The subunits of IL-12, originating from two distinct cells, can functionally synergize to protect against pathogen dissemination in vivo

Abstract

Abstract Cytokines are typically single gene products that potently modify immune responses. The IL-12 family is an exception to this paradigm as these cytokines are heterodimers. In the case of IL-12, the subunits, IL-12p40 and IL-12p35 are encoded by two unlinked genes. However, it is canonical that activated myeloid cells co-express both these subunits simultaneously and secrete a fully active heterodimer of IL-12 which then drives IFNγ production by innate and adaptive cells. Using a chimeric mouse model, we identified a novel method of formation for generating functional IL-12 activity in vivo involving IL-12p40 monomers originating from hematopoietic cells which extracellularly associate with IL-12p35 from other non-hematopoietic cells.

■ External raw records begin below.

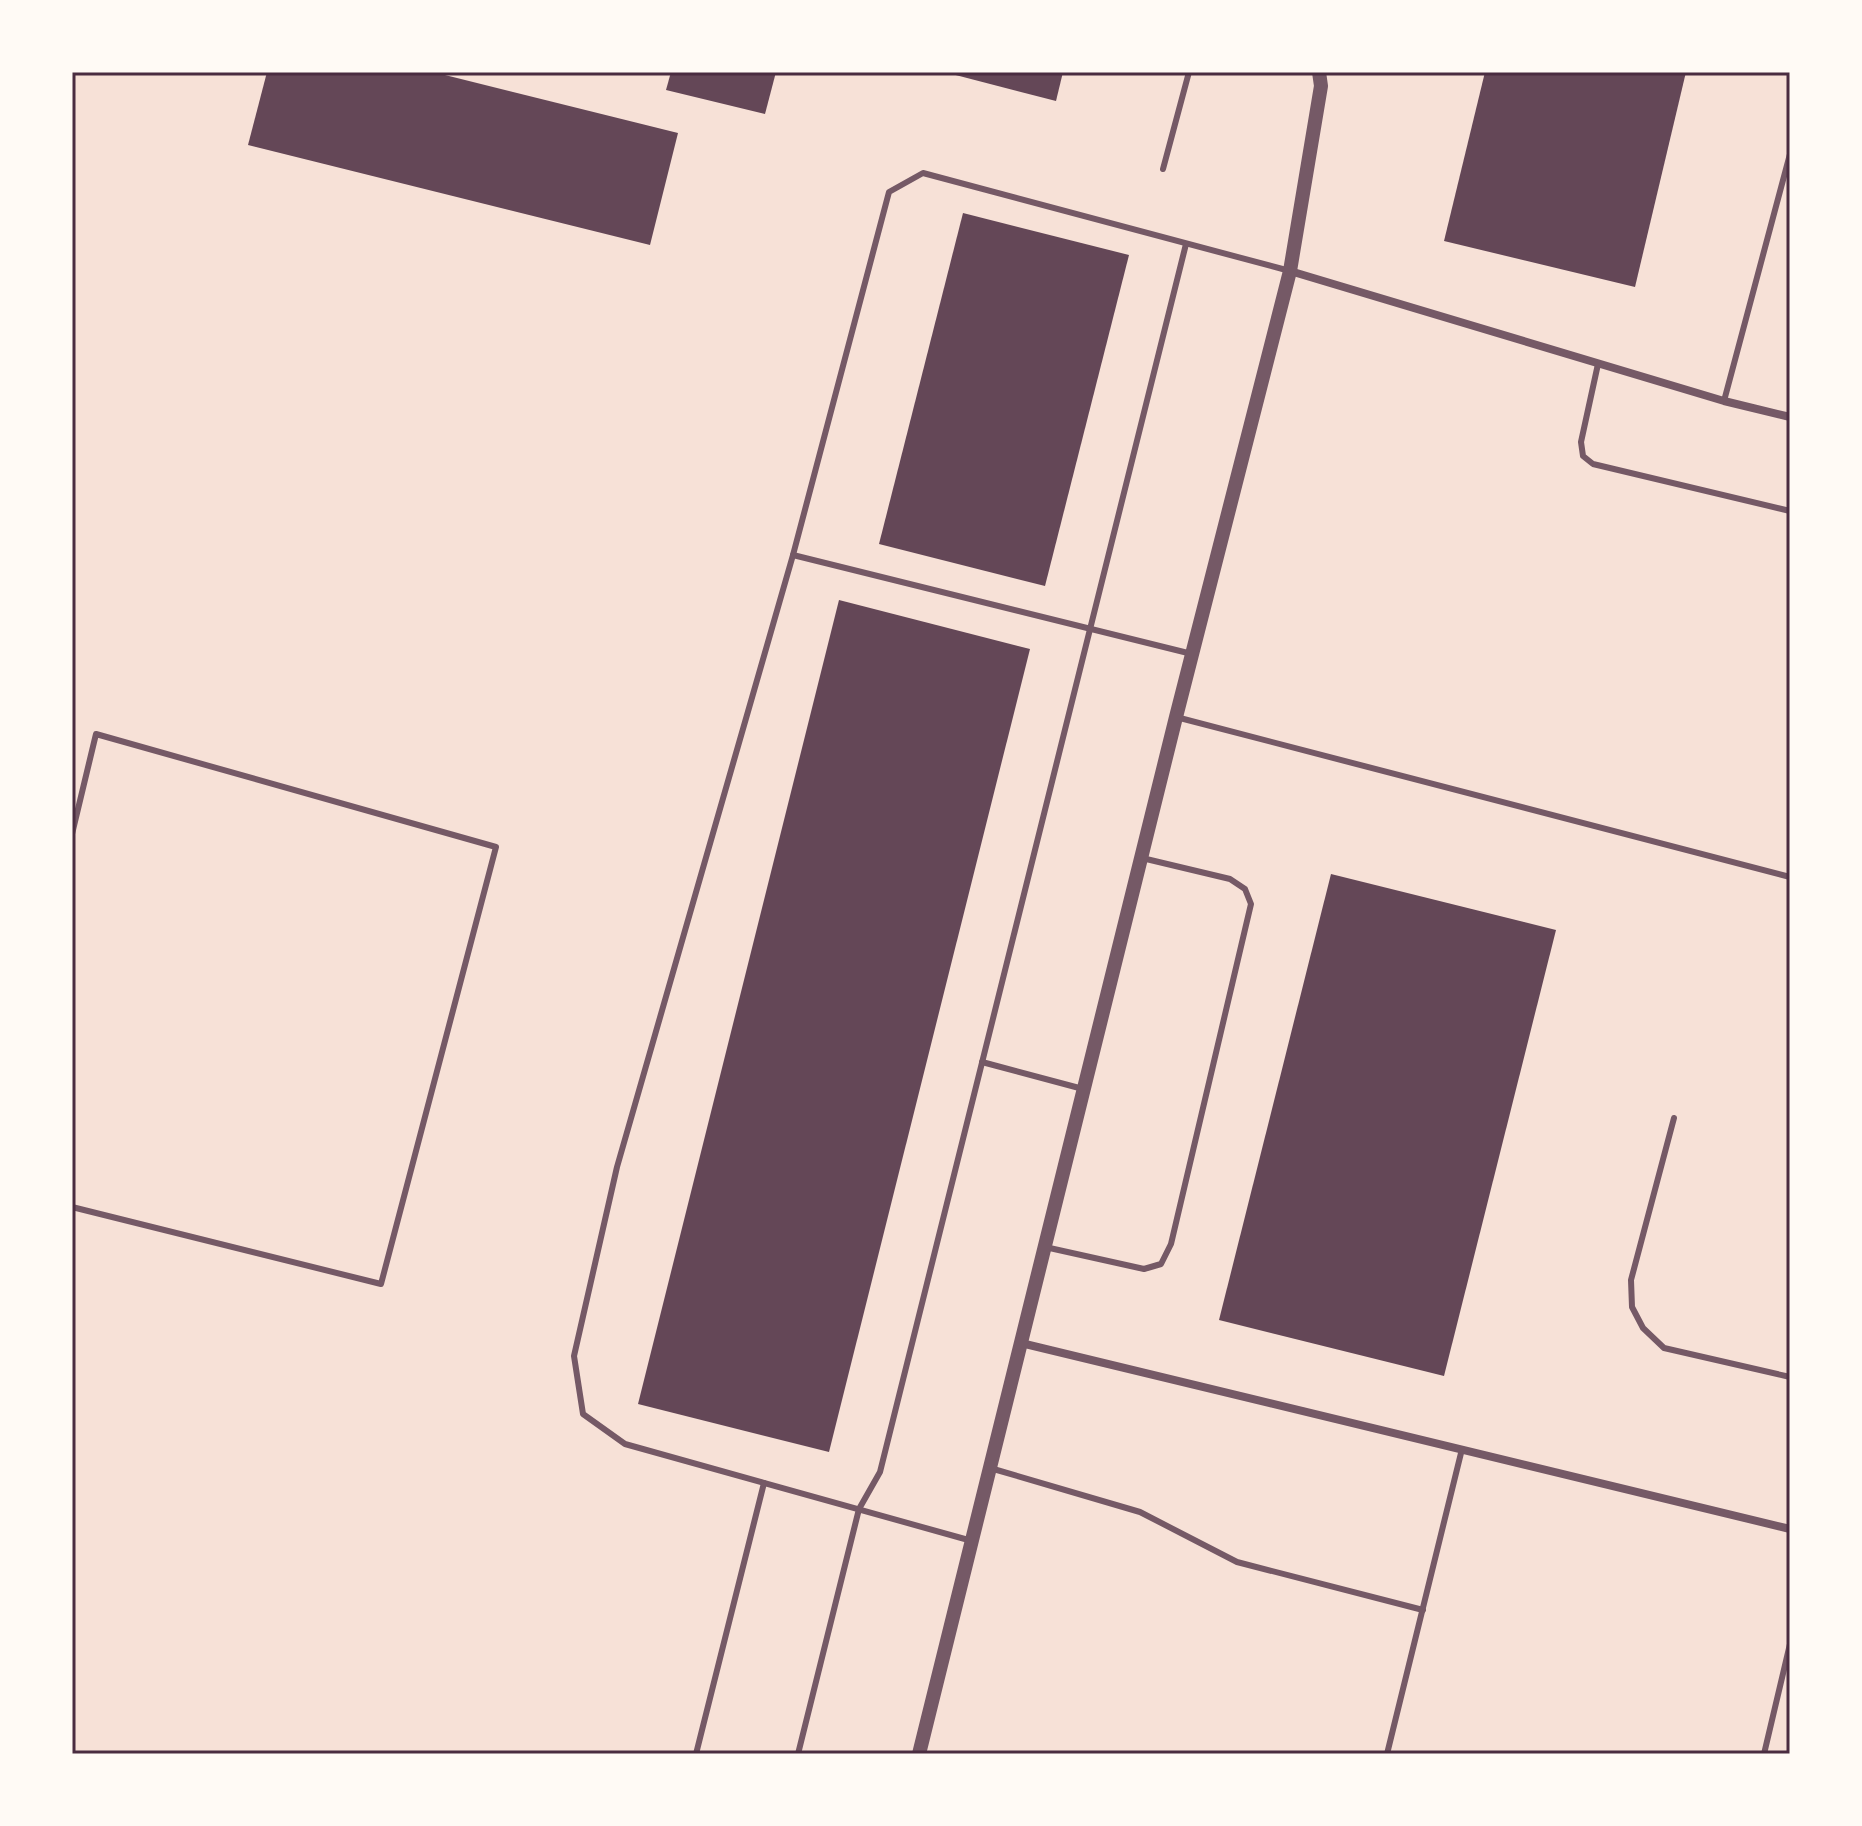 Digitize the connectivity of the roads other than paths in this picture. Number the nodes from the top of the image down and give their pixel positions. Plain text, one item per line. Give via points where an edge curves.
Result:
1 (1189, 72) edge
2 (1319, 72) edge
3 (1790, 154) edge
4 (1163, 169) dead end
5 (1186, 244) junction
6 (1290, 271) junction
7 (1598, 364) junction
8 (1724, 401) junction
9 (1790, 417) edge
10 (1790, 511) edge
11 (793, 555) junction
12 (1090, 629) junction
13 (1192, 654) junction
14 (1176, 717) junction
15 (72, 834) edge
16 (1141, 858) junction
17 (1790, 877) edge
18 (982, 1062) junction
19 (1084, 1090) junction
20 (1674, 1118) dead end
21 (72, 1207) edge
22 (1045, 1247) junction
23 (1021, 1343) junction
24 (1790, 1377) edge
25 (1462, 1449) junction
26 (990, 1468) junction
27 (764, 1483) junction
28 (859, 1509) junction
29 (1790, 1529) edge
30 (972, 1541) junction
31 (1423, 1610) junction
32 (1790, 1644) edge
33 (696, 1754) edge
34 (798, 1754) edge
35 (919, 1754) edge
36 (1387, 1754) edge
37 (1764, 1754) edge

1 - 4 lane
2 - 6 street
3 - 8 lane
5 - 6 lane
5 - 11 lane via 923,173 889,192
5 - 12 lane
6 - 7 street
6 - 13 street
7 - 8 street
7 - 10 lane via 1581,442 1583,456 1593,464
8 - 9 street
11 - 12 lane
11 - 27 lane via 617,1167 574,1356 583,1414 625,1444
12 - 13 lane
12 - 18 lane
13 - 14 street
14 - 16 street
14 - 17 lane
15 - 21 lane via 96,734 496,847 381,1284
16 - 19 street
16 - 22 lane via 1230,879 1245,889 1251,904 1171,1244 1161,1264 1144,1269
18 - 19 lane
18 - 28 lane via 880,1472
19 - 22 street
20 - 24 lane via 1631,1280 1632,1307 1643,1328 1664,1348
22 - 23 street
23 - 25 street
23 - 26 street
25 - 29 street
25 - 31 lane
26 - 30 street
26 - 31 lane via 1140,1512 1237,1562
27 - 28 lane
27 - 33 lane
28 - 30 lane
28 - 34 lane
30 - 35 street
31 - 36 lane
32 - 37 lane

In the context of a parasitic challenge, we found that this two-cell mechanism of IL-12 formation was sufficient to drive T cell differentiation in local sites, distal to the initial infection, and thereby regulate systemic dissemination of the pathogen. Accordingly, we identify a new collaboration between hematopoietic and non-hematopoietic cells to produce functional IL-12 through the regulated release of individual subunits as a systemic alert system to prepare host tissues for potential pathogen arrival.